Between gasps of air, Rick considered the consequences of not getting turkey on Thanksgiving, a day designated for eating it.
“Are we going to get any turkey at all?” he asked.
“Who cares?” I laughed. “As long as we don’t have to eat any green pie!”
We were beside ourselves.
My stomach hurt from laughing so much.
As we trudged down to the basement (I guess Mom quickly got us some food on the way down; I don’t remember), we were just laughing like crazy. Whatever words one of us managed to squeak out between guffaws were just indecipherable gasps anyway, and made the other one laugh even harder. Boys of a certain age can do this for hours.
Remanded to the basement, we were not constrained by politeness any longer, and we could really let loose with our laughter. We fell down on the spare couches and spun wild variations to each other of Grandma’s pie encounter: she had thwarted a Martian takeover of planet Earth by poisoning the invaders with green pies. She was supposed to receive the medal of honor for saving the planet, but the pies were so bad that the president couldn’t go through with it.

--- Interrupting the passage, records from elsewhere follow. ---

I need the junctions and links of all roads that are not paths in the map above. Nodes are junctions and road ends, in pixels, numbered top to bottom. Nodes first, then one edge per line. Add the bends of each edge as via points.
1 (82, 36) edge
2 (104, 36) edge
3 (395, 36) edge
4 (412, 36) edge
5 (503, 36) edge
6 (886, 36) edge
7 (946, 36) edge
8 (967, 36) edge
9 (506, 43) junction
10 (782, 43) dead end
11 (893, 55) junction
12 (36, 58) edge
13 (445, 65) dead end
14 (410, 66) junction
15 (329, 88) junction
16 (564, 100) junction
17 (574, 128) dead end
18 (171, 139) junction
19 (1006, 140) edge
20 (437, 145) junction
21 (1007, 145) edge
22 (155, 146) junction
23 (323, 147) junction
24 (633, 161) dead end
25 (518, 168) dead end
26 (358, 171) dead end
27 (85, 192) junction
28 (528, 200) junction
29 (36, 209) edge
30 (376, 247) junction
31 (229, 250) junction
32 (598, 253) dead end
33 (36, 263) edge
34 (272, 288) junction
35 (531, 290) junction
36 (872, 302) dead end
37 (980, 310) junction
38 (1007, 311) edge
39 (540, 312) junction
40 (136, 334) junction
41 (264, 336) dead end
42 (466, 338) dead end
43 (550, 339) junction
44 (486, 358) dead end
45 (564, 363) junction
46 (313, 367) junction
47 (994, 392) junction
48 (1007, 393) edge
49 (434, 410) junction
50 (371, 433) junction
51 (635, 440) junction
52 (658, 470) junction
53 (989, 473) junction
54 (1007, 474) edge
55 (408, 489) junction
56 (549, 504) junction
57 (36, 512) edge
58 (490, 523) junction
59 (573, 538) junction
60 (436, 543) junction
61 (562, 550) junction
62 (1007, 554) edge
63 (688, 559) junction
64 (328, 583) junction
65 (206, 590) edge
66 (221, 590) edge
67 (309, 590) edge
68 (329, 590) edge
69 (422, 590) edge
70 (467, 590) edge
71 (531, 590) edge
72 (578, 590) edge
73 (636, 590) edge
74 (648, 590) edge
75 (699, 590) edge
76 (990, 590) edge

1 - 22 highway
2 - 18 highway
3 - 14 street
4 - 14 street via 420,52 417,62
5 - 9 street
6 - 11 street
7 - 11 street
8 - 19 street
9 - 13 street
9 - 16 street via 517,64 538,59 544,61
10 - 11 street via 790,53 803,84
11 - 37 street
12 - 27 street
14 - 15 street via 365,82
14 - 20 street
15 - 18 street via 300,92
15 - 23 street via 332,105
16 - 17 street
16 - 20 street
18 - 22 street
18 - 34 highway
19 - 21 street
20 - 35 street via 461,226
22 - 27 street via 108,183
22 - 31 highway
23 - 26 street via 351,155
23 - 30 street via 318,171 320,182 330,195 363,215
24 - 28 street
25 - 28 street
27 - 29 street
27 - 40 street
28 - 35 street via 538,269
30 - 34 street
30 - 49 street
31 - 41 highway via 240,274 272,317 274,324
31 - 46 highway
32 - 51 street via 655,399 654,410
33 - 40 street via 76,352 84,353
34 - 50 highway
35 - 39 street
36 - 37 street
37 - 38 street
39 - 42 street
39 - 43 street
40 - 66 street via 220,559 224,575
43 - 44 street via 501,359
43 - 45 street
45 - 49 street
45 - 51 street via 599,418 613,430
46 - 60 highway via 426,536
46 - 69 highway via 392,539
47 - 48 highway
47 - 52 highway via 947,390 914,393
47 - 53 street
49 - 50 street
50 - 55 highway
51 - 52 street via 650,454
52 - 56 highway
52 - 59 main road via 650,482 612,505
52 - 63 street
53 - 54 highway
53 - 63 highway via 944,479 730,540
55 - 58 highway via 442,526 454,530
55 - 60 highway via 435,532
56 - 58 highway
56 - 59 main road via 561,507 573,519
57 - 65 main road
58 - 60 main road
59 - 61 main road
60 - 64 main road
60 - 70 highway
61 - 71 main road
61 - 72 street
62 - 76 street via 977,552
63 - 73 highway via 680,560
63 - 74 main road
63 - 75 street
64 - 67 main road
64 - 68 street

We laughed loudly and uncontrollably to ourselves
– or so we thought.
But as is the case in many old houses up north, the heating ducts run upstairs from the furnace in the basement, and those old ducts can transmit sound pretty good. So all of our noise – sincere, hearty laughter, jokes, and disrespectful commentary – was broadcast straight back into the dining room above us through the heating ducts, for all to hear. And since we weren’t in front of anybody anymore, we didn’t feel the need to be reserved, so we were laughing even louder. And upstairs in the dining room, they were hearing every bit of it.

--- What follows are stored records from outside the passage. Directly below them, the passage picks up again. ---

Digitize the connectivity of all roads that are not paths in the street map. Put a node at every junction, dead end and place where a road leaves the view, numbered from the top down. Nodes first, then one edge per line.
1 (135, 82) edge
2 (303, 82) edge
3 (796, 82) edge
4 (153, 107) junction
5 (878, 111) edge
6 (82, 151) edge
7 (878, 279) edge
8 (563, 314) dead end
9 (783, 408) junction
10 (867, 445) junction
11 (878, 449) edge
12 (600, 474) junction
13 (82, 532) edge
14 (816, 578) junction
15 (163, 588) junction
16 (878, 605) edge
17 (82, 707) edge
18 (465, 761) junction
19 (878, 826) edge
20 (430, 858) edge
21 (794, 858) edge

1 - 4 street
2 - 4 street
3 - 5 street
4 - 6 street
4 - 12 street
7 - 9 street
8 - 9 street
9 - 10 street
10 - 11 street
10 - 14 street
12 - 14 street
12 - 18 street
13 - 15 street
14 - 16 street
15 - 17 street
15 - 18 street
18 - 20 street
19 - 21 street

Eventually, the adults caved in and brought us back up, because they could hear us almost as good from downstairs as they could if we were at the table. We might as well be in the dining room, where we would at least try not to laugh. Besides, two little kids can laugh about something for an hour if left unattended. So they brought us back up from the gallows.
Trying to bail Grandma out one last time, Dad said we should apologize to her.
The room fell silent as everyone stared at us. I took a deep breath, in hopes of thinking of something that would sound sincere and respectful, but Rick cut me off.
“I’m sorry your pies were green and awful,” He said.
The whole table burst out laughing this time!
BANISHED AGAIN TO THE BASEMENT
We didn’t care. It was one of our best Thanksgivings, ever.
Eventually – about 25 years later – dad came to laugh about it, too.